UX benchmarking1 is a method that combines task-based behavioral metrics and attitudinal ratings to obtain a reference-point measure of a product’s user experience. This helps UX teams and stakeholders identify the relative strengths and weaknesses of a user experience, measure the impact of design efforts, and prioritize future work.
Unfortunately, they can be intimidating to folks who aren’t experienced with them and are prone to costly mistakes. You can avoid these pitfalls with careful planning and documentation.
In this article, we will highlight some of the most common mistakes people make when running their first benchmark, and provide you with tips and best practices to approach your baseline benchmark with confidence.

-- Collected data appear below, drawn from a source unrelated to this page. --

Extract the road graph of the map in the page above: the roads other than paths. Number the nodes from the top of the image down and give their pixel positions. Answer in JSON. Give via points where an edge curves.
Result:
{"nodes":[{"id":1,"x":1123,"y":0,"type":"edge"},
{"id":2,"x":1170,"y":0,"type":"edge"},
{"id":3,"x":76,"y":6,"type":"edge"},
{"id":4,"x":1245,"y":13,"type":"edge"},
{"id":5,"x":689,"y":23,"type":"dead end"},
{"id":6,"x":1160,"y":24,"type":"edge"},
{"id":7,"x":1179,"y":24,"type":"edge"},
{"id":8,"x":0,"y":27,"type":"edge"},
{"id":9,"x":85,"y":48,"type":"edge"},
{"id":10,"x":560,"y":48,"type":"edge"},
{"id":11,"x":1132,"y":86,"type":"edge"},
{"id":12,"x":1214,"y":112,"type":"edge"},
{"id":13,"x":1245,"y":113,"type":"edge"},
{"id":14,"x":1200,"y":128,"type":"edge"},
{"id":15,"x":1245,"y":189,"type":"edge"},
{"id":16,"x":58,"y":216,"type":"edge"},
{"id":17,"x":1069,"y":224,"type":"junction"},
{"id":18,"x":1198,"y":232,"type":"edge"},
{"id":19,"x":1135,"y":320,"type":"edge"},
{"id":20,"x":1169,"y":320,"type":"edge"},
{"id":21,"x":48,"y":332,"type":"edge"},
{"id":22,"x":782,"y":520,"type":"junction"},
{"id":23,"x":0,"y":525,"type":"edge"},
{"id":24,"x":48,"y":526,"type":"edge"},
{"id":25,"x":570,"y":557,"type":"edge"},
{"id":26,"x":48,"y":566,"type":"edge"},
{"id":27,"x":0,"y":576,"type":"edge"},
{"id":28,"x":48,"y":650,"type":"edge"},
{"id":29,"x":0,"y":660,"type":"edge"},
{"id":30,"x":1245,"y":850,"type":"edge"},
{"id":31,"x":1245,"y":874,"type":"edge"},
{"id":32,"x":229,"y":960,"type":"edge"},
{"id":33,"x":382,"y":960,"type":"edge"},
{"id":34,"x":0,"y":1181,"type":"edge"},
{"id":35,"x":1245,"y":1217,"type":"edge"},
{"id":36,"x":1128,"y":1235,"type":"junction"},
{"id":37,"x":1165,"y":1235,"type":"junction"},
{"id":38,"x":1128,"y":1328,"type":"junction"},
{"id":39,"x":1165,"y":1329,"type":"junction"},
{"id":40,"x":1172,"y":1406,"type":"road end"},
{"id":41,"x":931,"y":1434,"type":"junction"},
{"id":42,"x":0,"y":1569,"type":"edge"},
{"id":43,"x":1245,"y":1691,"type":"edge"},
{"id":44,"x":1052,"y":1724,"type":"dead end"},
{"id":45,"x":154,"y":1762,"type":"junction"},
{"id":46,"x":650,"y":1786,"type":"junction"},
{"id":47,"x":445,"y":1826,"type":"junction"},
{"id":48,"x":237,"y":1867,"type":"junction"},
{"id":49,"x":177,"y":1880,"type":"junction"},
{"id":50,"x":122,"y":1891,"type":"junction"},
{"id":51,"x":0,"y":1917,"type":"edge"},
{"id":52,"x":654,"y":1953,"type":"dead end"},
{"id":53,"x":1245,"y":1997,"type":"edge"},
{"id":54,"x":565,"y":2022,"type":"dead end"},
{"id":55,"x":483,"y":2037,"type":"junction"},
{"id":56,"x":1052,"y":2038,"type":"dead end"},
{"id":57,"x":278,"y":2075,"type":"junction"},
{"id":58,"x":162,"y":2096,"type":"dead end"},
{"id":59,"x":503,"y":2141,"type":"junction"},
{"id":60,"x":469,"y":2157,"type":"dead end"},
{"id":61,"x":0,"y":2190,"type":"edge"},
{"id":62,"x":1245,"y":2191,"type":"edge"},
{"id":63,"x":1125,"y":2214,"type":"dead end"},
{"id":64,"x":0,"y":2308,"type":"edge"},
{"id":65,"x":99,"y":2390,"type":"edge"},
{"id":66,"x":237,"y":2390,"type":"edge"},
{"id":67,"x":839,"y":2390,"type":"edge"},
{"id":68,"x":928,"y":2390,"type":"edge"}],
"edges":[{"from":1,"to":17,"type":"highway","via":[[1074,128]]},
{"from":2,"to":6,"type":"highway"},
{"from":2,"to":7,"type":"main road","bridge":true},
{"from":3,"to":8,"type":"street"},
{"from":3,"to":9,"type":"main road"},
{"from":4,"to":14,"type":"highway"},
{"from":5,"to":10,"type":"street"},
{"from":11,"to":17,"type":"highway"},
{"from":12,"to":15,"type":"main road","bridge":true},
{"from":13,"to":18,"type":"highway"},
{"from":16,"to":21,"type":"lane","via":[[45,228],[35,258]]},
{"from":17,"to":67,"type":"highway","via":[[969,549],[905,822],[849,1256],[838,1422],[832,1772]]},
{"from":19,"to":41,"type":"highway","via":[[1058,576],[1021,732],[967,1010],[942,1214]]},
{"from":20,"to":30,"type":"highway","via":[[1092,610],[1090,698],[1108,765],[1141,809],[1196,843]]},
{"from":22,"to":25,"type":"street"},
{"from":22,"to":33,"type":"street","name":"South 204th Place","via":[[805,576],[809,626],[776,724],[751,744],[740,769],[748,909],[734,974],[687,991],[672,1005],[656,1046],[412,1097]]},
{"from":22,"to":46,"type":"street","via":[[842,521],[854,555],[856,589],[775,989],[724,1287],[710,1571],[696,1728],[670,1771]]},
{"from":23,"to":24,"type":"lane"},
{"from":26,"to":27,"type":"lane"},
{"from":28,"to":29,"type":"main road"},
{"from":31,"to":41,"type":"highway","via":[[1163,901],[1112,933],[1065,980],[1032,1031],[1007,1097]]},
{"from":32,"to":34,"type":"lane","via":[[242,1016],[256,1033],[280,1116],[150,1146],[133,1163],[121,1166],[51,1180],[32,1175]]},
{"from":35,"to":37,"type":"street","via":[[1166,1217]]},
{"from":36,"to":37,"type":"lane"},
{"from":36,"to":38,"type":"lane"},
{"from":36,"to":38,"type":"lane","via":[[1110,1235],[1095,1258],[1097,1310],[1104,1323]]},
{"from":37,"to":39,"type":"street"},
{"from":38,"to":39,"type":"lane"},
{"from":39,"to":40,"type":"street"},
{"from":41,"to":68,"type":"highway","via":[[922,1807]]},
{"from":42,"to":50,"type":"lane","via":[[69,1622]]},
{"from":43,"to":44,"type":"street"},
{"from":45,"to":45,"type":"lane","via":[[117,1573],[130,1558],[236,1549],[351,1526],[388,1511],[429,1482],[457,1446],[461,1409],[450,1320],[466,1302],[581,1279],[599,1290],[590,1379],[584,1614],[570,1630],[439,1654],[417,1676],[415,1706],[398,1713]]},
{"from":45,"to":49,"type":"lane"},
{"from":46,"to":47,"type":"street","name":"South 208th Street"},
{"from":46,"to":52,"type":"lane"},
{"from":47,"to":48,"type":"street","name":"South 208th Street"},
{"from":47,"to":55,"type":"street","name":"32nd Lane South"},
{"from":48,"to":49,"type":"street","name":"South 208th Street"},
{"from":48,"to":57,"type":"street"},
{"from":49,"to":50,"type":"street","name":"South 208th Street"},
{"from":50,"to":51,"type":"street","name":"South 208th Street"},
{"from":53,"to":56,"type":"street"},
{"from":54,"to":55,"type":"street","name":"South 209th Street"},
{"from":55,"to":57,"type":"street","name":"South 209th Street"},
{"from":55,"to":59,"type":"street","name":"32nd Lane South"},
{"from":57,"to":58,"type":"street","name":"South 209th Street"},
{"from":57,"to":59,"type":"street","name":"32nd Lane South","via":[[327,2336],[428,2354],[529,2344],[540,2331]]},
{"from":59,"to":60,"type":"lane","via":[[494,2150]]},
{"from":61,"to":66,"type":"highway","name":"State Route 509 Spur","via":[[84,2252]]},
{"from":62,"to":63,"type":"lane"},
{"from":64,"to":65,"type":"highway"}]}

Six UX benchmarking mistakes to avoid
Planning in isolation
UX benchmarks are a valuable resource for stakeholders across organizations. Design, research, product management, marketing, sales, engineering, and others can benefit from the insights they generate. So, an early mistake a UX researcher can make is not involving stakeholders in the planning phase of a baseline.

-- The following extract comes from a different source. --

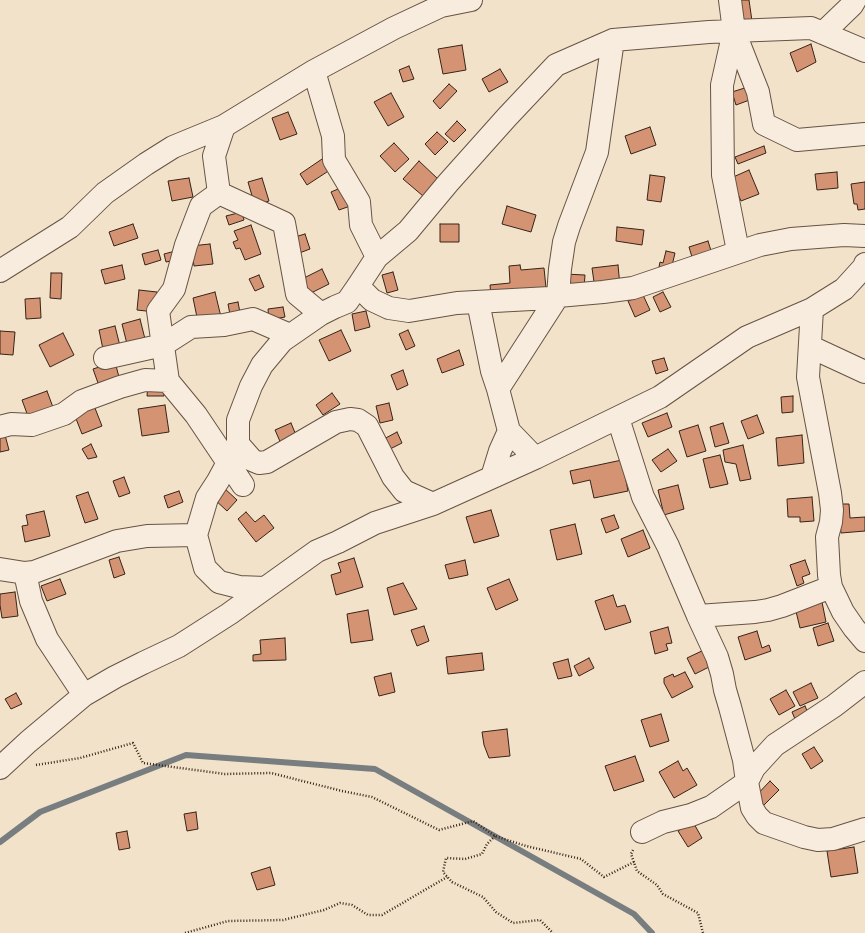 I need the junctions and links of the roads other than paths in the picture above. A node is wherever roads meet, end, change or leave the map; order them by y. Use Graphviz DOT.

Don’t plan your benchmark alone. Failing to involve people from different functions can undermine your research plan and limit the impact of your findings. If stakeholders aren’t involved in the planning process, they may not feel a sense of ownership over the benchmark or its results. In turn, they may reject your findings and resist your recommendations. Further, they may have resources (e.g., analytics, reports & data, budget) and information (e.g., organizational context and goals) that can strengthen a benchmark when integrated into the planning process.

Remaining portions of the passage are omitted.